Exercise: In the entries that follow, how many lines include "junctions"? Give the number and nothing else.

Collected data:
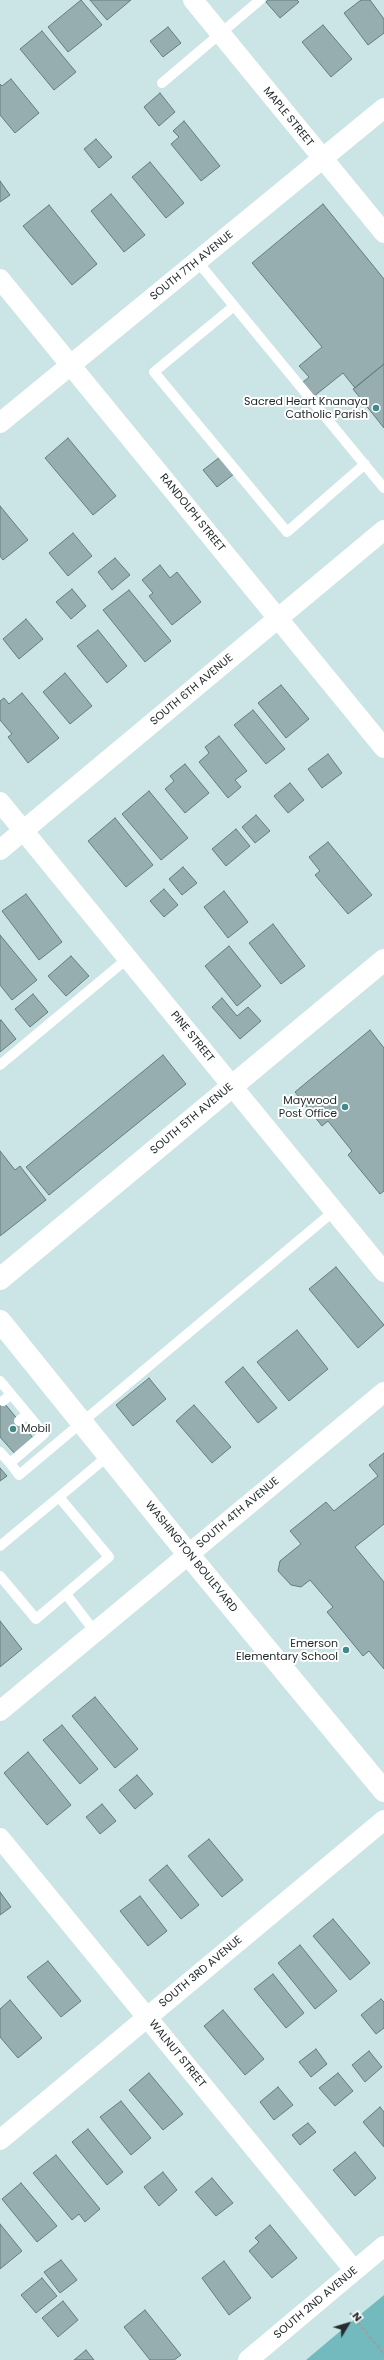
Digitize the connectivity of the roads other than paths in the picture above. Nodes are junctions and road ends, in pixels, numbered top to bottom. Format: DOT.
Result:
graph roads {
  1 [pos="193,0"];
  2 [pos="260,0"];
  3 [pos="220,33"];
  4 [pos="162,83"];
  5 [pos="384,108"];
  6 [pos="323,159"];
  7 [pos="384,234"];
  8 [pos="198,261"];
  9 [pos="0,279"];
  10 [pos="234,306"];
  11 [pos="71,365"];
  12 [pos="0,423"];
  13 [pos="365,464"];
  14 [pos="384,488"];
  15 [pos="384,530"];
  16 [pos="278,618"];
  17 [pos="384,748"];
  18 [pos="0,802"];
  19 [pos="23,830"];
  20 [pos="0,850"];
  21 [pos="128,958"];
  22 [pos="384,960"];
  23 [pos="0,1065"];
  24 [pos="232,1086"];
  25 [pos="334,1211"];
  26 [pos="384,1272"];
  27 [pos="0,1279"];
  28 [pos="0,1321"];
  29 [pos="0,1381"];
  30 [pos="384,1392"];
  31 [pos="12,1394"];
  32 [pos="3,1401"];
  33 [pos="27,1414"];
  34 [pos="19,1421"];
  35 [pos="82,1422"];
  36 [pos="44,1434"];
  37 [pos="59,1443"];
  38 [pos="0,1452"];
  39 [pos="109,1455"];
  40 [pos="10,1463"];
  41 [pos="59,1497"];
  42 [pos="0,1546"];
  43 [pos="188,1554"];
  44 [pos="0,1576"];
  45 [pos="66,1594"];
  46 [pos="95,1632"];
  47 [pos="0,1711"];
  48 [pos="384,1791"];
  49 [pos="384,1820"];
  50 [pos="0,1838"];
  51 [pos="147,2017"];
  52 [pos="0,2140"];
  53 [pos="384,2246"];
  54 [pos="354,2270"];
  55 [pos="248,2360"];
  1 -- 3 [label="street, MAPLE STREET"];
  2 -- 3 [label="lane"];
  3 -- 4 [label="lane"];
  3 -- 6 [label="street, MAPLE STREET"];
  5 -- 6 [label="street, SOUTH 7TH AVENUE"];
  6 -- 7 [label="street, MAPLE STREET"];
  6 -- 8 [label="street, SOUTH 7TH AVENUE"];
  8 -- 10 [label="lane"];
  8 -- 11 [label="street, SOUTH 7TH AVENUE"];
  9 -- 11 [label="street, RANDOLPH STREET"];
  10 -- 13 [label="lane"];
  10 -- 13 [label="lane"];
  11 -- 12 [label="street, SOUTH 7TH AVENUE"];
  11 -- 16 [label="street, RANDOLPH STREET"];
  13 -- 14 [label="lane"];
  15 -- 16 [label="street, SOUTH 6TH AVENUE"];
  16 -- 17 [label="street, RANDOLPH STREET"];
  16 -- 19 [label="street, SOUTH 6TH AVENUE"];
  18 -- 19 [label="street, PINE STREET"];
  19 -- 20 [label="street, SOUTH 6TH AVENUE"];
  19 -- 21 [label="street, PINE STREET"];
  21 -- 23 [label="lane"];
  21 -- 24 [label="street, PINE STREET"];
  22 -- 24 [label="street, SOUTH 5TH AVENUE"];
  24 -- 25 [label="street, PINE STREET"];
  24 -- 27 [label="street, SOUTH 5TH AVENUE"];
  25 -- 26 [label="street, PINE STREET"];
  25 -- 35 [label="lane"];
  28 -- 35 [label="street, WASHINGTON BOULEVARD"];
  29 -- 31 [label="lane"];
  30 -- 43 [label="street, SOUTH 4TH AVENUE"];
  31 -- 32 [label="lane"];
  31 -- 33 [label="lane"];
  33 -- 34 [label="lane"];
  33 -- 36 [label="lane"];
  35 -- 37 [label="lane"];
  35 -- 39 [label="street, WASHINGTON BOULEVARD"];
  36 -- 37 [label="lane"];
  36 -- 40 [label="lane"];
  37 -- 40 [label="lane"];
  38 -- 40 [label="lane"];
  39 -- 41 [label="lane"];
  39 -- 43 [label="street, WASHINGTON BOULEVARD"];
  41 -- 42 [label="lane"];
  41 -- 45 [label="lane"];
  43 -- 46 [label="street, SOUTH 4TH AVENUE"];
  43 -- 48 [label="street, WASHINGTON BOULEVARD"];
  44 -- 45 [label="lane"];
  45 -- 46 [label="lane"];
  46 -- 47 [label="street, SOUTH 4TH AVENUE"];
  49 -- 51 [label="street, SOUTH 3RD AVENUE"];
  50 -- 51 [label="street, WALNUT STREET"];
  51 -- 52 [label="street, SOUTH 3RD AVENUE"];
  51 -- 54 [label="street, WALNUT STREET"];
  53 -- 54 [label="street, SOUTH 2ND AVENUE"];
  54 -- 55 [label="street, SOUTH 2ND AVENUE"];
}
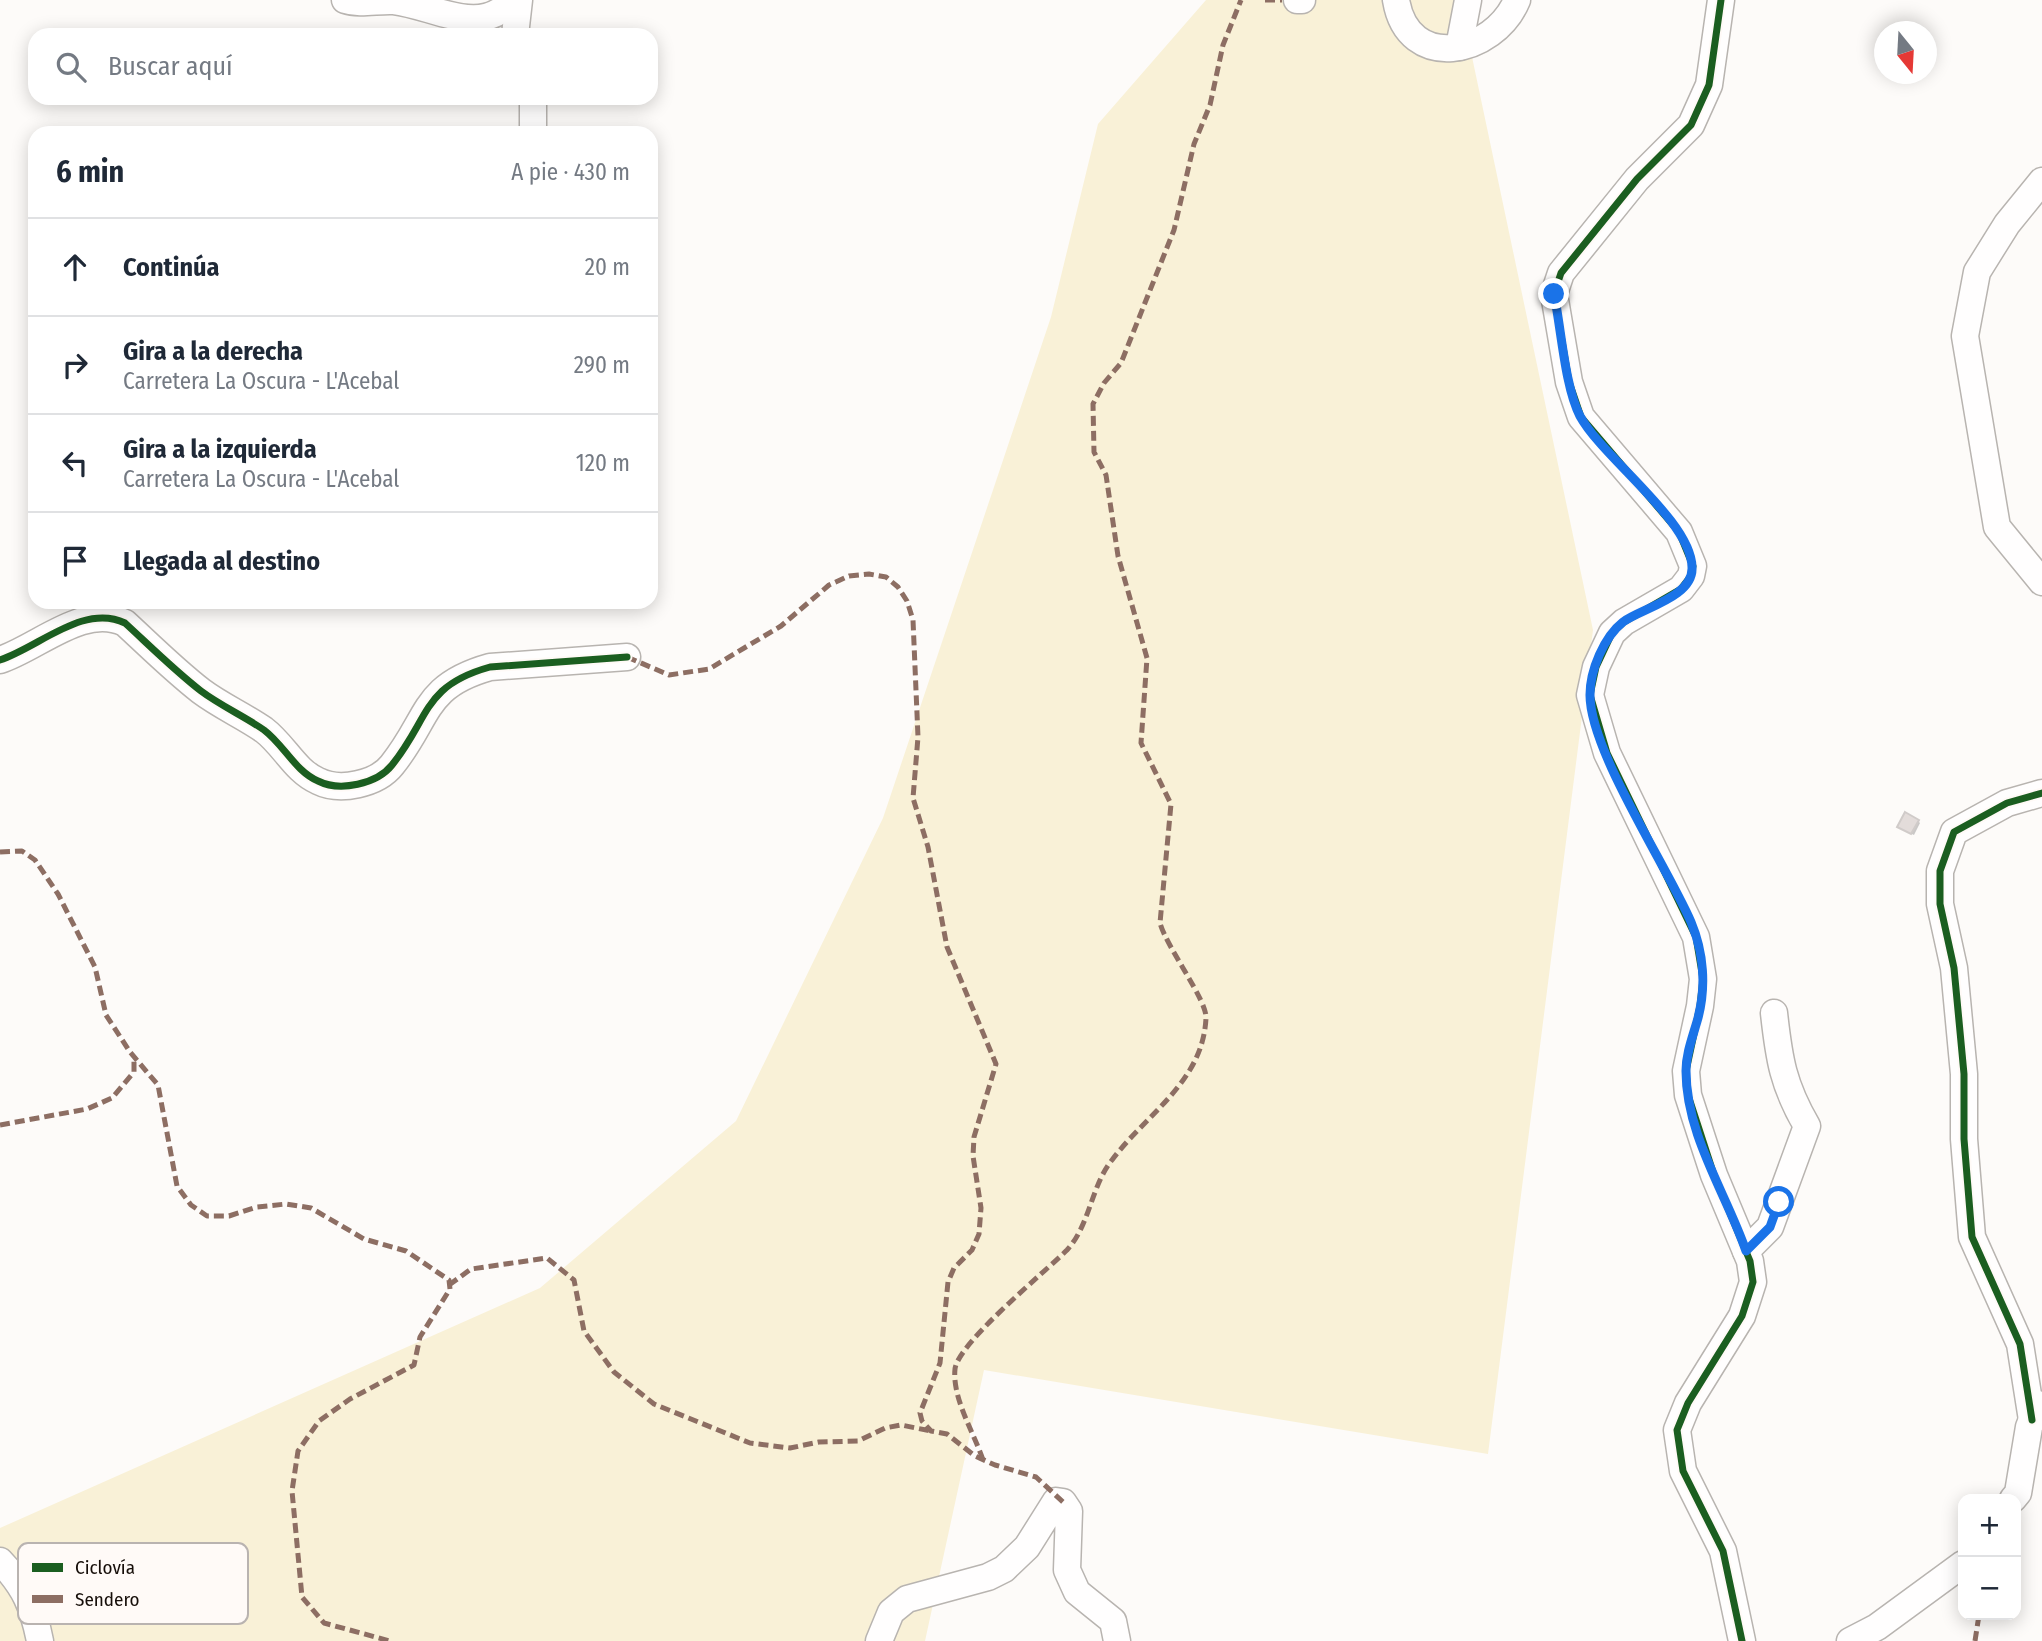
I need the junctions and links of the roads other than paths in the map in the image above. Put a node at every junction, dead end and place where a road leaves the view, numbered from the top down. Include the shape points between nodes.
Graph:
1 (345, 0) edge
2 (512, 0) edge
3 (519, 0) edge
4 (1396, 0) edge
5 (1468, 0) edge
6 (1517, 0) edge
7 (1721, 0) edge
8 (516, 28) edge
9 (1459, 47) junction
10 (533, 105) edge
11 (533, 126) edge
12 (2042, 181) edge
13 (2042, 582) edge
14 (627, 657) dead end
15 (0, 660) edge
16 (2042, 793) edge
17 (1774, 1013) dead end
18 (1746, 1251) junction
19 (2042, 1395) edge
20 (2032, 1420) junction
21 (2015, 1494) edge
22 (0, 1561) edge
23 (1958, 1568) edge
24 (18, 1579) edge
25 (879, 1641) edge
26 (1117, 1641) edge
27 (1742, 1641) edge
28 (1850, 1641) edge

1 - 2 street via 393,0 479,20 500,14
3 - 8 street
4 - 9 street via 1408,33 1438,50
5 - 9 street
6 - 9 street via 1498,26
7 - 18 street via 1709,85 1691,125 1637,179 1562,273 1554,294 1569,382 1581,417 1679,532 1693,566 1681,589 1612,633 1596,667 1590,695 1607,753 1696,937 1703,979 1686,1071 1688,1095 1714,1175
10 - 11 street
12 - 13 street via 1977,272 1965,335 1997,527
14 - 15 street via 490,667 470,673 432,698 391,767 374,779 353,785 318,781 303,771 266,731 201,691 112,617 94,617
16 - 20 street via 2007,803 1954,832 1940,871 1940,904 1954,968 1964,1074 1972,1237 2020,1344
17 - 18 street via 1789,1096 1807,1126 1770,1227
18 - 27 street via 1753,1282 1742,1316 1688,1403 1678,1430 1683,1471 1723,1551
19 - 20 street
20 - 21 street
22 - 24 street
23 - 28 street via 1877,1627
25 - 26 street via 891,1612 907,1599 1003,1569 1027,1547 1056,1502 1063,1502 1069,1511 1068,1570 1077,1592 1113,1621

Result of the task: 2